Green presents the case for the island of Lindisfarne being originally settled by Anglo-Saxon migrants from Lincolnshire, which he argues provides the most credible interpretation of the etymology for the name of the Northumbrian island as the Lindisfaran were a major Anglo-Saxon population-group based in the Lincoln region. Further, he suggest that that the arrival of the Lindisfaran could be identical with the arrival of the founders of the kingdom of Bernicia.

Table of Contents:
Foreword: Dr Kevin Leahy (The Anglo-Saxon Kingdom of Lindsey, 2008) acknowledges Green's latest monograph as breaking new ground, presenting a new approach to the history of the Lincoln region in the post-Roman period.
Introduction:  Previous Approaches, Sources and Methodology
Chapter 1  The Context of Post-Roman Lincolnshire
Chapter 2  The British Country of *Lindēs
Chapter 3  Anglian-British Interaction and the End of the ‘Country of *Lindēs’
Chapter 4  Lindissi and the Legacy of *Lindēs
Chapter 5  The Population-Groups of Early Anglo-Saxon Lincolnshire
Chapter 6  Lindisfarne, the Lindisfaran, and the Origins of Anglo-Saxon Northumbria
Conclusion  The Significance of *Lindēs and Lindissi

PRE-PUBLICATION OFFER
Britons and Anglo-Saxons is due to be published on 18 September 2012 in both hardback and paperback (336 pages, ISBNs 978-0-902668-24-9 and 978-0-902668-25-6). The book can now be pre-ordered from the publishers at a discount of 25% off the cover price available through a link on the author's website Thomas Green Arthuriana - a saving of 25% on the published prices of £29.95 hbk and £17.95 pbk. Orders must be received before the launch date of 18 September 2012.
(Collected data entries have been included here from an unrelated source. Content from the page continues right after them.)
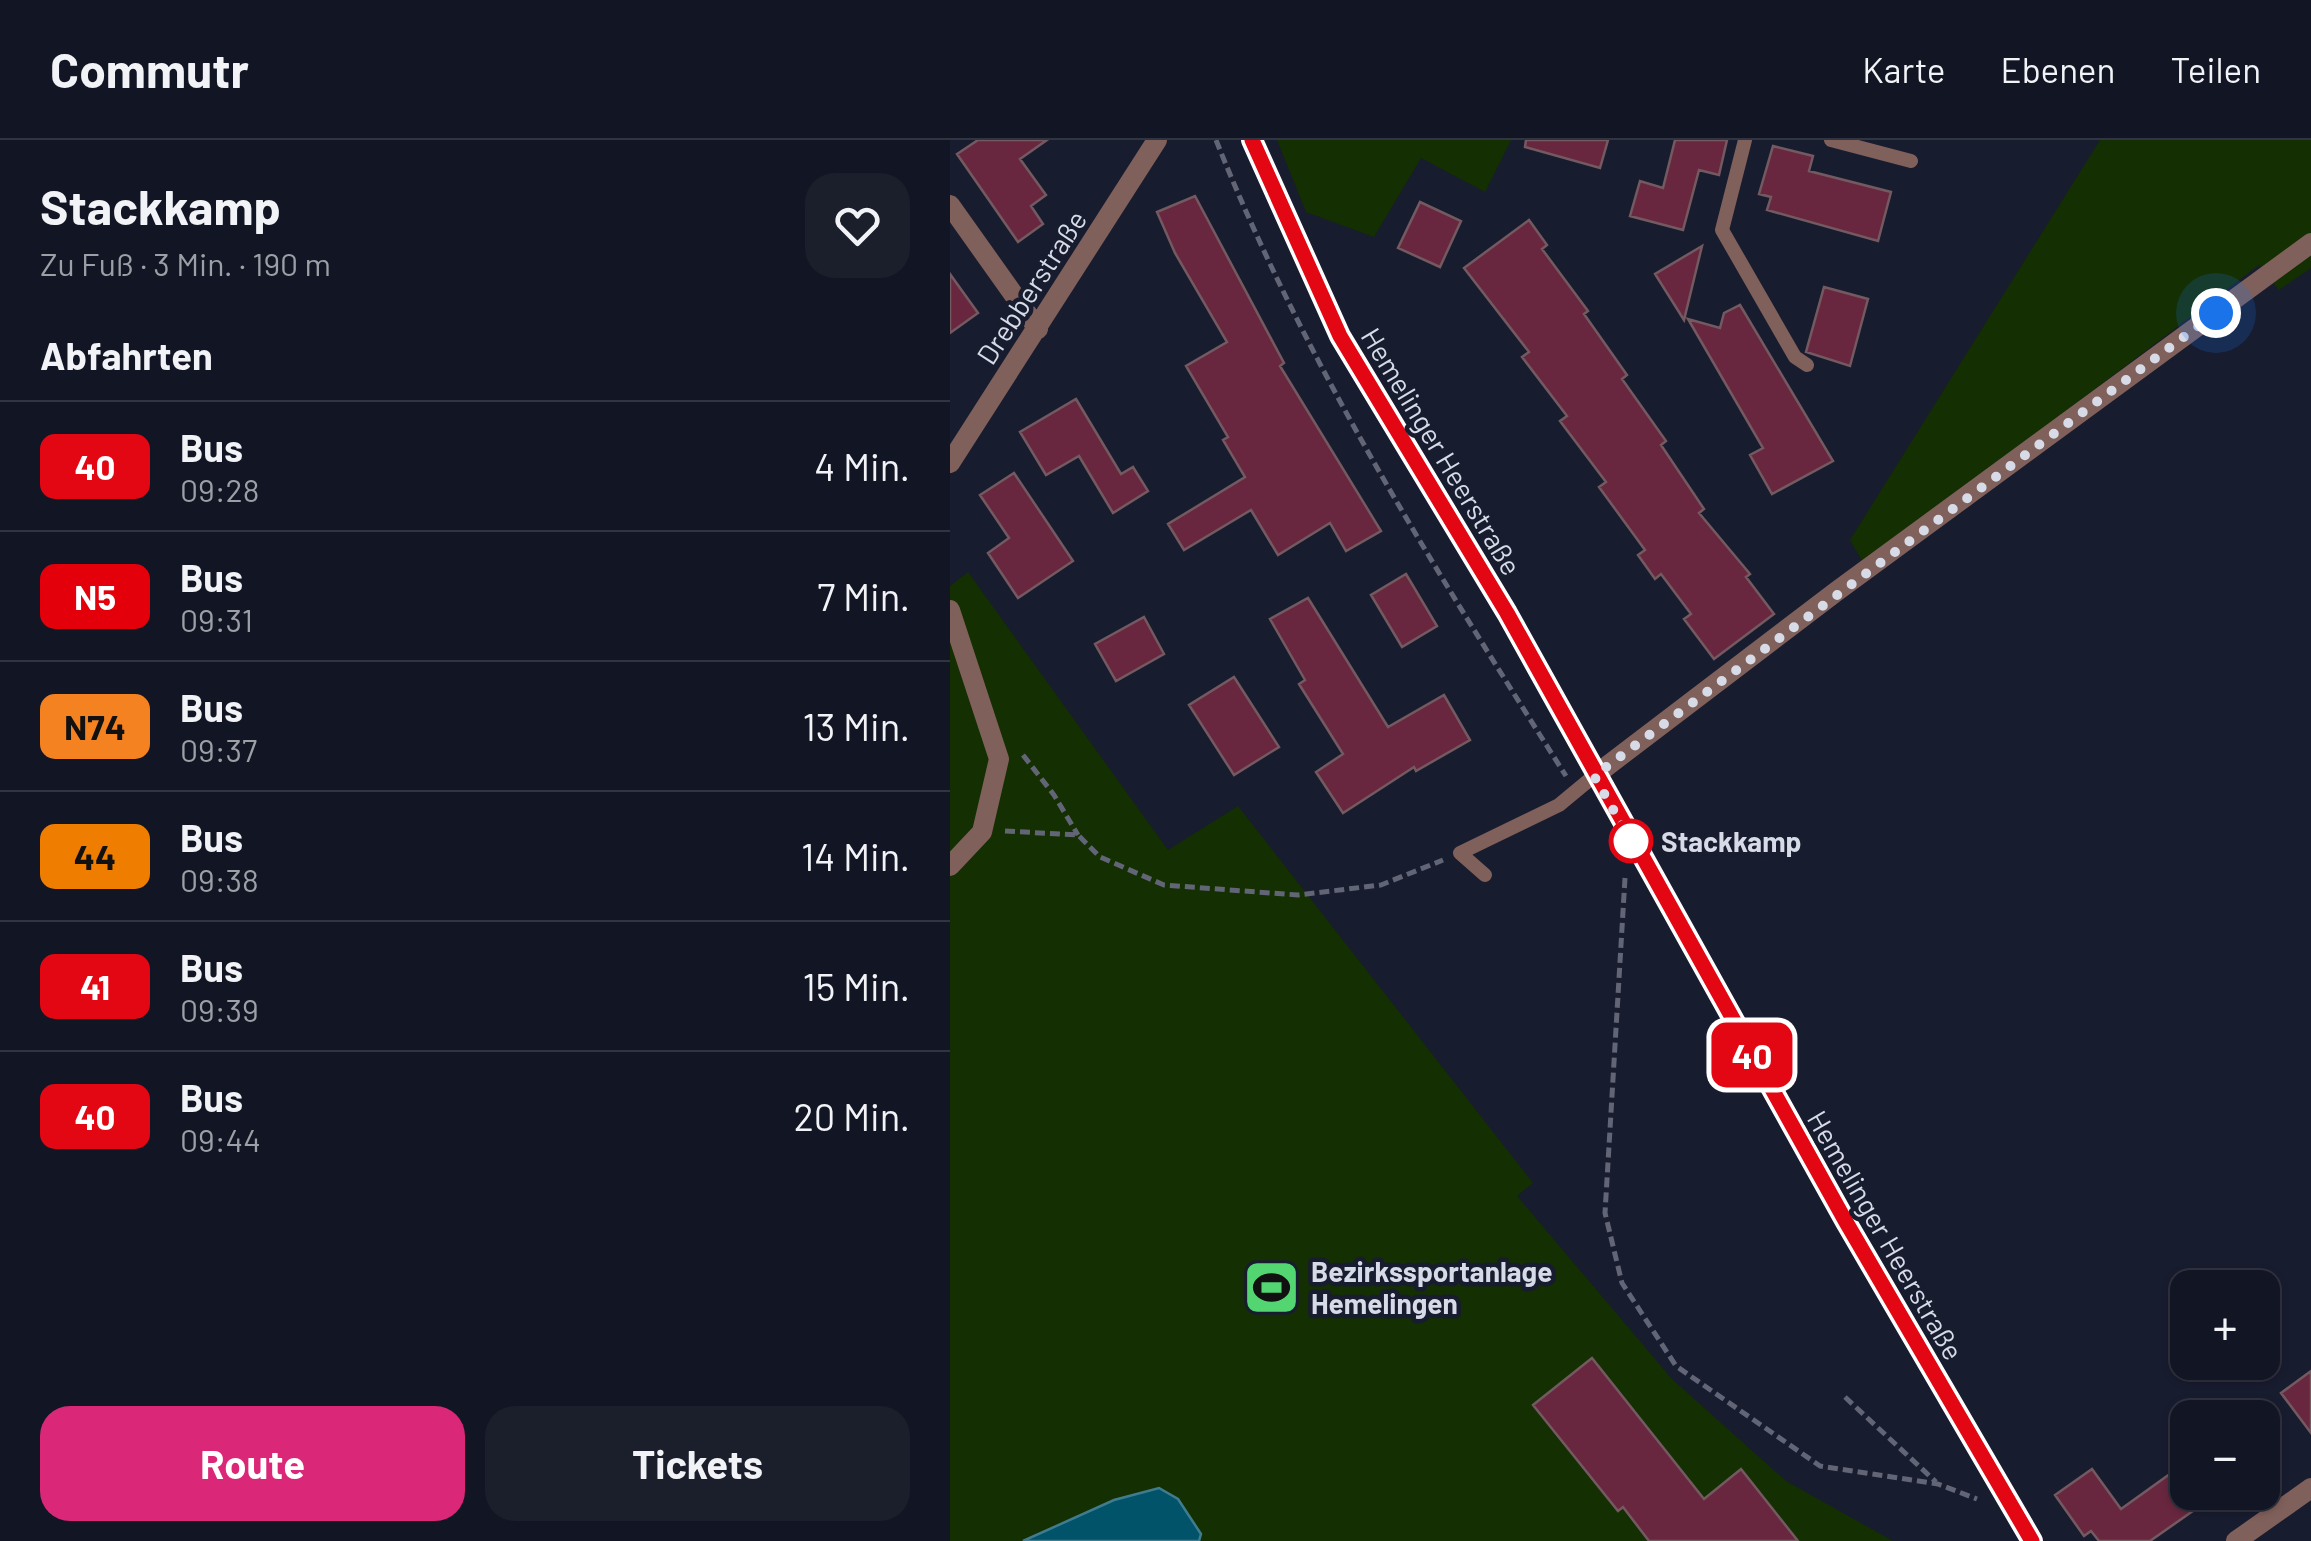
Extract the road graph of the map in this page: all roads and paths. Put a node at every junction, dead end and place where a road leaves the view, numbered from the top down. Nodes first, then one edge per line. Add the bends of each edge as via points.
1 (1157, 140) edge
2 (1216, 140) edge
3 (1252, 140) edge
4 (1745, 140) edge
5 (1831, 140) edge
6 (1912, 161) dead end
7 (950, 206) edge
8 (2311, 243) edge
9 (1038, 329) junction
10 (1807, 365) dead end
11 (950, 463) edge
12 (950, 610) edge
13 (991, 730) junction
14 (1594, 776) junction
15 (1576, 791) junction
16 (982, 832) junction
17 (1078, 835) junction
18 (1460, 853) junction
19 (1639, 854) junction
20 (950, 866) edge
21 (1485, 875) dead end
22 (1845, 1397) dead end
23 (1938, 1484) junction
24 (2311, 1488) edge
25 (2014, 1514) junction
26 (2032, 1541) edge
27 (2236, 1541) edge

1 - 9 street, Drebberstraße
2 - 15 path via 1292,314 1386,485
3 - 14 main road, Hemelinger Heerstraße via 1340,336 1507,613
4 - 10 lane via 1722,230 1795,358
5 - 6 lane
7 - 9 street
8 - 14 street
9 - 11 street, Drebberstraße
12 - 13 street
13 - 16 street via 999,758
13 - 17 path via 1020,752
14 - 15 lane
14 - 19 main road, Hemelinger Heerstraße
15 - 18 lane
16 - 17 path
16 - 20 street
17 - 18 path via 1100,857 1164,885 1298,894 1381,885
18 - 21 lane
19 - 23 path via 1625,874 1605,1213 1622,1284 1676,1366 1820,1466
19 - 25 main road, Hemelinger Heerstraße
22 - 23 path
23 - 25 path
24 - 27 street
25 - 26 main road, Hemelinger Heerstraße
"This volume breaks new ground. It offers an interdisciplinary approach to the history of the Lincoln region in the post-Roman period, drawing together a wide range of sources. In particular, it indicates that a British polity named Lindes was based at Lincoln into the sixth century, and that the seventh-century Anglo-Saxon kingdom of Lindsey had an intimate connection to this British political unit." - Society for Lincolnshire History and Archaeology

Dr Thomas Green lives in Lincolnshire and is currently undertaking research at the University of Oxford, where he recently completed his doctoral thesis. He maintains the Arthuriana website specialising in studies in early Medieval history and legend. Much of the Arthurian material from the website is available as Arthuriana: Early Arthurian Tradition and the Origins of the Legend as a print-on-demand book or a PDF download. Much of this material formed the basis of his book Concepts of Arthur: the Nature of the Early Arthurian Legend (Tempus, 2008), both essential reading for students of  the early Arthurian legend.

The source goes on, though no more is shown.